- **Work to be completed**
Copy out precisely the lines from the start of the data through the line with "middle tip: (813, 362)", and keep pictures out of it.

- **Material for the task**
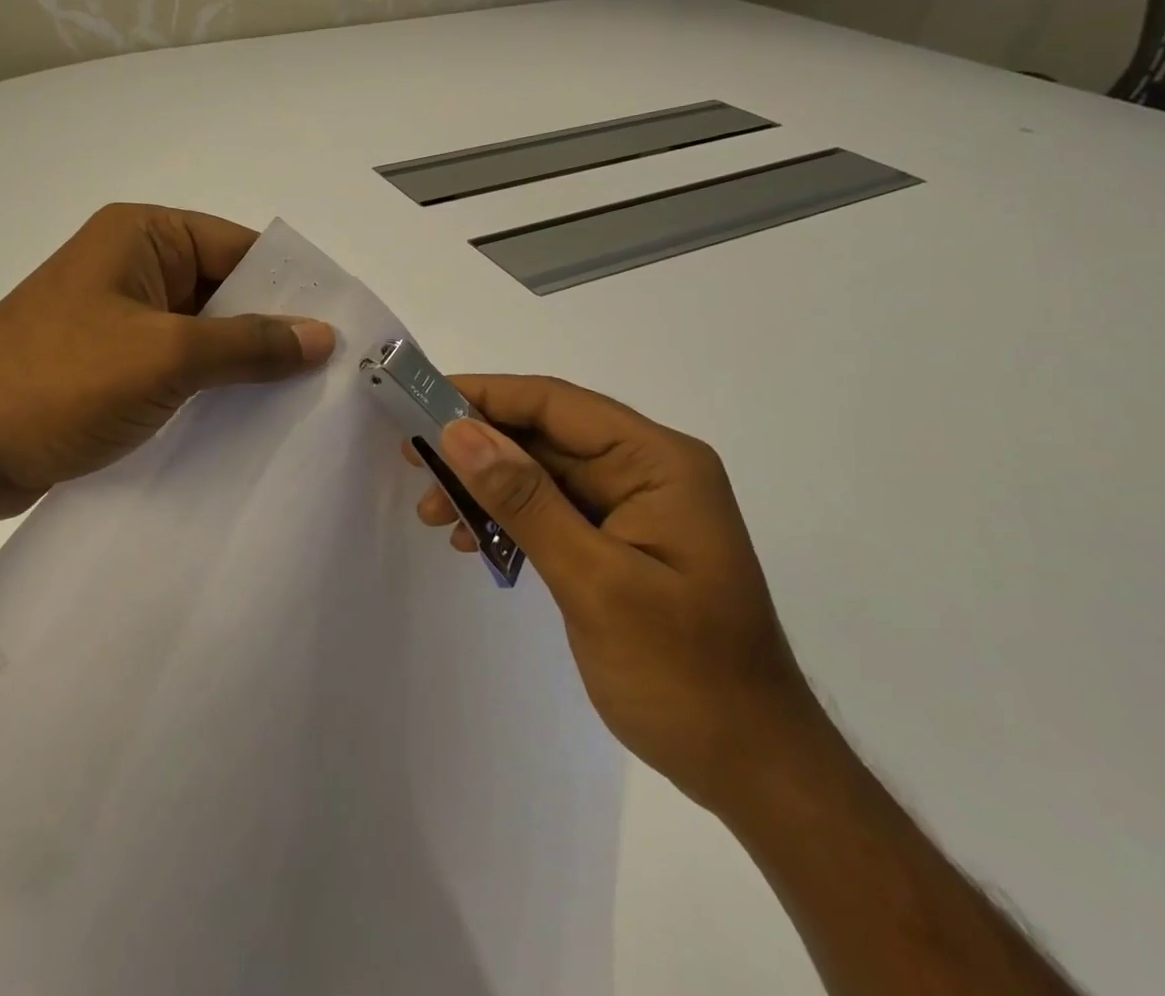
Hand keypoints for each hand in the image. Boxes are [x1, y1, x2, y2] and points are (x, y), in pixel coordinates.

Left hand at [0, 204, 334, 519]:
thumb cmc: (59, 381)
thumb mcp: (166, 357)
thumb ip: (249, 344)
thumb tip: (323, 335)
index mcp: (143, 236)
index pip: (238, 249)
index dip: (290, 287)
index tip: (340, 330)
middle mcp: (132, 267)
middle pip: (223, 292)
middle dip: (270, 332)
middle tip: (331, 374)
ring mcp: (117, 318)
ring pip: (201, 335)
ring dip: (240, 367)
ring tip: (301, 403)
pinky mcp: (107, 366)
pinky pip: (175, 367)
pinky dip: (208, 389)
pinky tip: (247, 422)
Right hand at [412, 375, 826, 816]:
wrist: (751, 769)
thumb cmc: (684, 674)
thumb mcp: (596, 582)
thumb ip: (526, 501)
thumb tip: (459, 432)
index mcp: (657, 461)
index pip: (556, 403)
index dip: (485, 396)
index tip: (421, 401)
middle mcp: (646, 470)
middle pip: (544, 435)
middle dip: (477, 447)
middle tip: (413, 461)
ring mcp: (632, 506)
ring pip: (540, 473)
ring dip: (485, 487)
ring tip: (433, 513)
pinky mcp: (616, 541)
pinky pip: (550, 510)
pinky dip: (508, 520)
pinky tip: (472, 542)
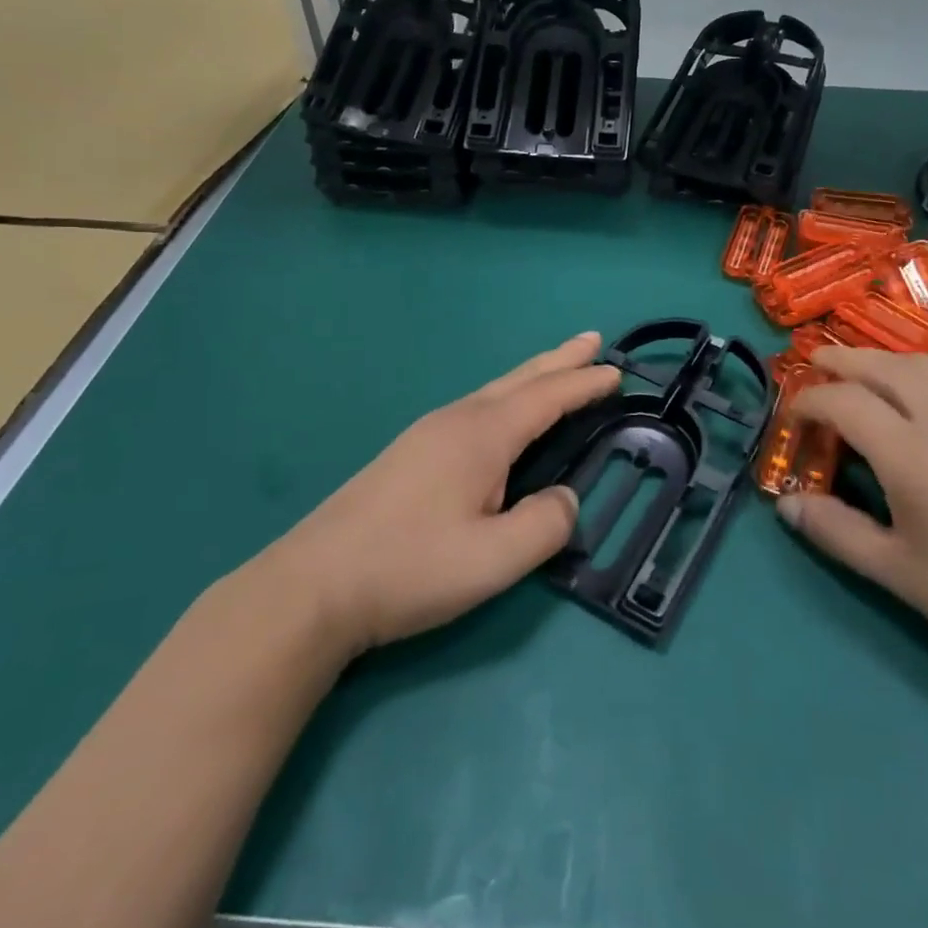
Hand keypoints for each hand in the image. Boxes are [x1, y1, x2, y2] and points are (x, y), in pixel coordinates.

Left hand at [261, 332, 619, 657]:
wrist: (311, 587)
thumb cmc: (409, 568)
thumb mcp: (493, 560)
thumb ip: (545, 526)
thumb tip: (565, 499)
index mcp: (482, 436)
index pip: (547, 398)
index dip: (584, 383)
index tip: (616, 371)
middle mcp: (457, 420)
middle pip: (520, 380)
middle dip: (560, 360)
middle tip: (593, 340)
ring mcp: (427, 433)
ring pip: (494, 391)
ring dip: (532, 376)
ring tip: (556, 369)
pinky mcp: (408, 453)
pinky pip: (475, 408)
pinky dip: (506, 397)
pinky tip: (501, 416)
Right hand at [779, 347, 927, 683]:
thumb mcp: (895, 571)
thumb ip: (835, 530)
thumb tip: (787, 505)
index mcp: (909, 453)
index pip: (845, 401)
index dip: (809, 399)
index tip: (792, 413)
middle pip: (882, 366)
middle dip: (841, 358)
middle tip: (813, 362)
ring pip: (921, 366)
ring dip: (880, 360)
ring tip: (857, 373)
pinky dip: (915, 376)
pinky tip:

- **Exercise result**
Hand keypoints for each hand in the image. Boxes are [x1, y1, x2, y2] and points are (x, y), in pixel coordinates.

Left hand at [0, 204, 334, 519]:
thumb cmc: (59, 381)
thumb mcp: (166, 357)
thumb ip: (249, 344)
thumb tip: (323, 335)
index mcp: (143, 236)
index pip: (238, 249)
index dip: (290, 287)
index tip: (340, 330)
middle mcp: (132, 267)
middle pip: (223, 292)
middle dip: (270, 332)
middle tip: (331, 374)
ring mcp: (117, 318)
ring pip: (201, 335)
ring dip: (240, 367)
ring tip: (301, 403)
pinky mcp: (107, 366)
pinky pip: (175, 367)
pinky dip: (208, 389)
pinky tip: (247, 422)
Right hand at [412, 375, 826, 816]:
wrist: (751, 769)
thumb cmc: (684, 674)
thumb mcp: (596, 582)
thumb ip: (526, 501)
thumb tip: (459, 432)
index mcp: (657, 461)
index pip: (556, 403)
index dip: (485, 396)
index tip: (421, 401)
middle mcp: (646, 470)
middle pip: (544, 435)
middle dip: (477, 447)
middle tip: (413, 461)
ring mcp: (632, 506)
ring pip: (540, 473)
ring dip: (485, 487)
ring tip: (433, 513)
pinky mcp: (616, 541)
pinky pip: (550, 510)
pinky dip: (508, 520)
pinky tip: (472, 542)
Hand keypoints for each hand in the image. Boxes are [x1, y1, x2, y2] and points are (x, y), in pixel coordinates.

Left hand at [261, 332, 619, 657]:
wrist: (311, 587)
thumb cmc: (409, 568)
thumb mcp: (493, 560)
thumb ip: (545, 526)
thumb tip: (565, 499)
index mcp: (482, 436)
index pip: (547, 398)
index dip: (584, 383)
index tip: (616, 371)
middle mcp: (457, 420)
middle pip: (520, 380)
middle dip: (560, 360)
middle tip: (593, 340)
ring mcp: (427, 433)
ring pip: (494, 391)
ring dip: (532, 376)
ring tip: (556, 369)
pinky mcp: (408, 453)
pinky pip: (475, 408)
pinky dip: (506, 397)
pinky tip: (501, 416)
Right hand at [779, 347, 927, 683]:
thumb mcp: (895, 571)
thumb ip: (835, 530)
thumb tip: (787, 505)
index mcp: (909, 453)
index pip: (845, 401)
index dip: (809, 399)
index tip: (792, 413)
middle pip: (882, 366)
middle dip: (841, 358)
middle tip: (813, 362)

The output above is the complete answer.